** Dataset follows **
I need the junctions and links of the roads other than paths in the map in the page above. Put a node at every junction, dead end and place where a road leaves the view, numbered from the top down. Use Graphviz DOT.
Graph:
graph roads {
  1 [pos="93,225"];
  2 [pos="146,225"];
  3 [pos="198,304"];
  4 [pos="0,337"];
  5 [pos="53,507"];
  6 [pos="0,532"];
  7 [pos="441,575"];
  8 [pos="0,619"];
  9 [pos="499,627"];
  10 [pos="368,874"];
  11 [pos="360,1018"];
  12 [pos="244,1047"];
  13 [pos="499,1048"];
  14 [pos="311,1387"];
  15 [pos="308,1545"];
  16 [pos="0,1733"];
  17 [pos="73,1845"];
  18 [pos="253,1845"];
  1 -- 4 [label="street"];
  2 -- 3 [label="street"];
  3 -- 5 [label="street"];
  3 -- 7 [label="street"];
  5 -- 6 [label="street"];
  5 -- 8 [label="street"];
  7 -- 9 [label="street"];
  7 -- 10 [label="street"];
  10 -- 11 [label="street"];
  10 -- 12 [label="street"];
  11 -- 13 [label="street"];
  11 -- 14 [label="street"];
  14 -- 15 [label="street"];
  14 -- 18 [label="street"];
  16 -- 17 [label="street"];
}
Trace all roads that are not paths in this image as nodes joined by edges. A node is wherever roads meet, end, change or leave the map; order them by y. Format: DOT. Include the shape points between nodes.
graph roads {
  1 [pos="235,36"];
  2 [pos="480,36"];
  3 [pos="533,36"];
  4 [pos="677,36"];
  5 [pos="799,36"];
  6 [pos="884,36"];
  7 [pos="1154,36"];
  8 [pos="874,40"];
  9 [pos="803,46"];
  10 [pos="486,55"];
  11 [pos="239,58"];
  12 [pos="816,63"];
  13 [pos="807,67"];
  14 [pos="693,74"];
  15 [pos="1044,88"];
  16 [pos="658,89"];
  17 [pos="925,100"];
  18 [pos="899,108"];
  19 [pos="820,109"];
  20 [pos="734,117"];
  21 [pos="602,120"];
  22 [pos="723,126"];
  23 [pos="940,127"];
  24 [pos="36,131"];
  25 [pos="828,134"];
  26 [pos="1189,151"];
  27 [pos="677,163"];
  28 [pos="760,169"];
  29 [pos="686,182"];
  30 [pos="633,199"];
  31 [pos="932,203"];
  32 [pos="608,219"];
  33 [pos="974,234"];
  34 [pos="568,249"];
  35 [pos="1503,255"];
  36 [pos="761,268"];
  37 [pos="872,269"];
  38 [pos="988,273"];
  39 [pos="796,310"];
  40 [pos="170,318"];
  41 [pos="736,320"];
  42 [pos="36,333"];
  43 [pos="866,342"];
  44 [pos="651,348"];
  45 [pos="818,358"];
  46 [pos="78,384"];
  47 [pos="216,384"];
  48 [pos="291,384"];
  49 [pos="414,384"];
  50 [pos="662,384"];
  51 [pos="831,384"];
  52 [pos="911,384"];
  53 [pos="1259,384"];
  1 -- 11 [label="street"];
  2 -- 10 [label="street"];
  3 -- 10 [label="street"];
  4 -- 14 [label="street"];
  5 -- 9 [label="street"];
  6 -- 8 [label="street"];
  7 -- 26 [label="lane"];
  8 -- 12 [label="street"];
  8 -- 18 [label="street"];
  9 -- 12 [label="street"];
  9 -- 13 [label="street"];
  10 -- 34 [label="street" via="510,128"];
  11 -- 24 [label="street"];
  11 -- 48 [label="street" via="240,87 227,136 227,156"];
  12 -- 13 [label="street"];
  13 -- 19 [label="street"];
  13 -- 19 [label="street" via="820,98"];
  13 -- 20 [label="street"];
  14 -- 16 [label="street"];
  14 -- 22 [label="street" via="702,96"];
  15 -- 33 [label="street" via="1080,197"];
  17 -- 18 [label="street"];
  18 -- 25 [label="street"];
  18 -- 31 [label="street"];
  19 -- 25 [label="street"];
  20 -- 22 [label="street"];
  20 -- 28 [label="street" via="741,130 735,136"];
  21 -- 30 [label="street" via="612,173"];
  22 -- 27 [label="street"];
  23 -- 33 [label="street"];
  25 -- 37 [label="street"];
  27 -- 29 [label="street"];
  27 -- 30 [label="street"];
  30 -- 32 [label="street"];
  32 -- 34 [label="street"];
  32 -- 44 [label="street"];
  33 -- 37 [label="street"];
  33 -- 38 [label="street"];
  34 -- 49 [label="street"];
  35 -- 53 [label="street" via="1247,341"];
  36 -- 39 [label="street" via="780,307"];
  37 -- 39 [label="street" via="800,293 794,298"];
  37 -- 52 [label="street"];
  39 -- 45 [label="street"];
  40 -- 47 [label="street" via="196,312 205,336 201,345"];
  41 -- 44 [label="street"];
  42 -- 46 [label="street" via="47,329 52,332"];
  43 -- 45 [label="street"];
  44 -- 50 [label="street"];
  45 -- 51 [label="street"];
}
** End of Dataset **
**What the task asks:** Repeat each record exactly, leaving nothing out.

**Exercise output:**
I need the junctions and links of the roads other than paths in the map in the page above. Put a node at every junction, dead end and place where a road leaves the view, numbered from the top down. Use Graphviz DOT.
Graph:
graph roads {
  1 [pos="93,225"];
  2 [pos="146,225"];
  3 [pos="198,304"];
  4 [pos="0,337"];
  5 [pos="53,507"];
  6 [pos="0,532"];
  7 [pos="441,575"];
  8 [pos="0,619"];
  9 [pos="499,627"];
  10 [pos="368,874"];
  11 [pos="360,1018"];
  12 [pos="244,1047"];
  13 [pos="499,1048"];
  14 [pos="311,1387"];
  15 [pos="308,1545"];
  16 [pos="0,1733"];
  17 [pos="73,1845"];
  18 [pos="253,1845"];
  1 -- 4 [label="street"];
  2 -- 3 [label="street"];
  3 -- 5 [label="street"];
  3 -- 7 [label="street"];
  5 -- 6 [label="street"];
  5 -- 8 [label="street"];
  7 -- 9 [label="street"];
  7 -- 10 [label="street"];
  10 -- 11 [label="street"];
  10 -- 12 [label="street"];
  11 -- 13 [label="street"];
  11 -- 14 [label="street"];
  14 -- 15 [label="street"];
  14 -- 18 [label="street"];
  16 -- 17 [label="street"];
}
Trace all roads that are not paths in this image as nodes joined by edges. A node is wherever roads meet, end, change or leave the map; order them by y. Format: DOT. Include the shape points between nodes.
graph roads {
  1 [pos="235,36"];
  2 [pos="480,36"];
  3 [pos="533,36"];
  4 [pos="677,36"];
  5 [pos="799,36"];
  6 [pos="884,36"];
  7 [pos="1154,36"];
  8 [pos="874,40"];
  9 [pos="803,46"];
  10 [pos="486,55"];
  11 [pos="239,58"];
  12 [pos="816,63"];
  13 [pos="807,67"];
  14 [pos="693,74"];
  15 [pos="1044,88"];
  16 [pos="658,89"];
  17 [pos="925,100"];
  18 [pos="899,108"];
  19 [pos="820,109"];
  20 [pos="734,117"];
  21 [pos="602,120"];
  22 [pos="723,126"];
  23 [pos="940,127"];
  24 [pos="36,131"];
  25 [pos="828,134"];
  26 [pos="1189,151"];
  27 [pos="677,163"];
  28 [pos="760,169"];
  29 [pos="686,182"];
  30 [pos="633,199"];
  31 [pos="932,203"];
  32 [pos="608,219"];
  33 [pos="974,234"];
  34 [pos="568,249"];
  35 [pos="1503,255"];
  36 [pos="761,268"];
  37 [pos="872,269"];
  38 [pos="988,273"];
  39 [pos="796,310"];
  40 [pos="170,318"];
  41 [pos="736,320"];
  42 [pos="36,333"];
  43 [pos="866,342"];
  44 [pos="651,348"];
  45 [pos="818,358"];
  46 [pos="78,384"];
  47 [pos="216,384"];
  48 [pos="291,384"];
  49 [pos="414,384"];
  50 [pos="662,384"];
  51 [pos="831,384"];
  52 [pos="911,384"];
  53 [pos="1259,384"];
  1 -- 11 [label="street"];
  2 -- 10 [label="street"];
  3 -- 10 [label="street"];
  4 -- 14 [label="street"];
  5 -- 9 [label="street"];
  6 -- 8 [label="street"];
  7 -- 26 [label="lane"];
  8 -- 12 [label="street"];
  8 -- 18 [label="street"];
  9 -- 12 [label="street"];
  9 -- 13 [label="street"];
  10 -- 34 [label="street" via="510,128"];
  11 -- 24 [label="street"];
  11 -- 48 [label="street" via="240,87 227,136 227,156"];
  12 -- 13 [label="street"];
  13 -- 19 [label="street"];
  13 -- 19 [label="street" via="820,98"];
  13 -- 20 [label="street"];
  14 -- 16 [label="street"];
  14 -- 22 [label="street" via="702,96"];
  15 -- 33 [label="street" via="1080,197"];
  17 -- 18 [label="street"];
  18 -- 25 [label="street"];
  18 -- 31 [label="street"];
  19 -- 25 [label="street"];
  20 -- 22 [label="street"];
  20 -- 28 [label="street" via="741,130 735,136"];
  21 -- 30 [label="street" via="612,173"];
  22 -- 27 [label="street"];
  23 -- 33 [label="street"];
  25 -- 37 [label="street"];
  27 -- 29 [label="street"];
  27 -- 30 [label="street"];
  30 -- 32 [label="street"];
  32 -- 34 [label="street"];
  32 -- 44 [label="street"];
  33 -- 37 [label="street"];
  33 -- 38 [label="street"];
  34 -- 49 [label="street"];
  35 -- 53 [label="street" via="1247,341"];
  36 -- 39 [label="street" via="780,307"];
  37 -- 39 [label="street" via="800,293 794,298"];
  37 -- 52 [label="street"];
  39 -- 45 [label="street"];
  40 -- 47 [label="street" via="196,312 205,336 201,345"];
  41 -- 44 [label="street"];
  42 -- 46 [label="street" via="47,329 52,332"];
  43 -- 45 [label="street"];
  44 -- 50 [label="street"];
  45 -- 51 [label="street"];
}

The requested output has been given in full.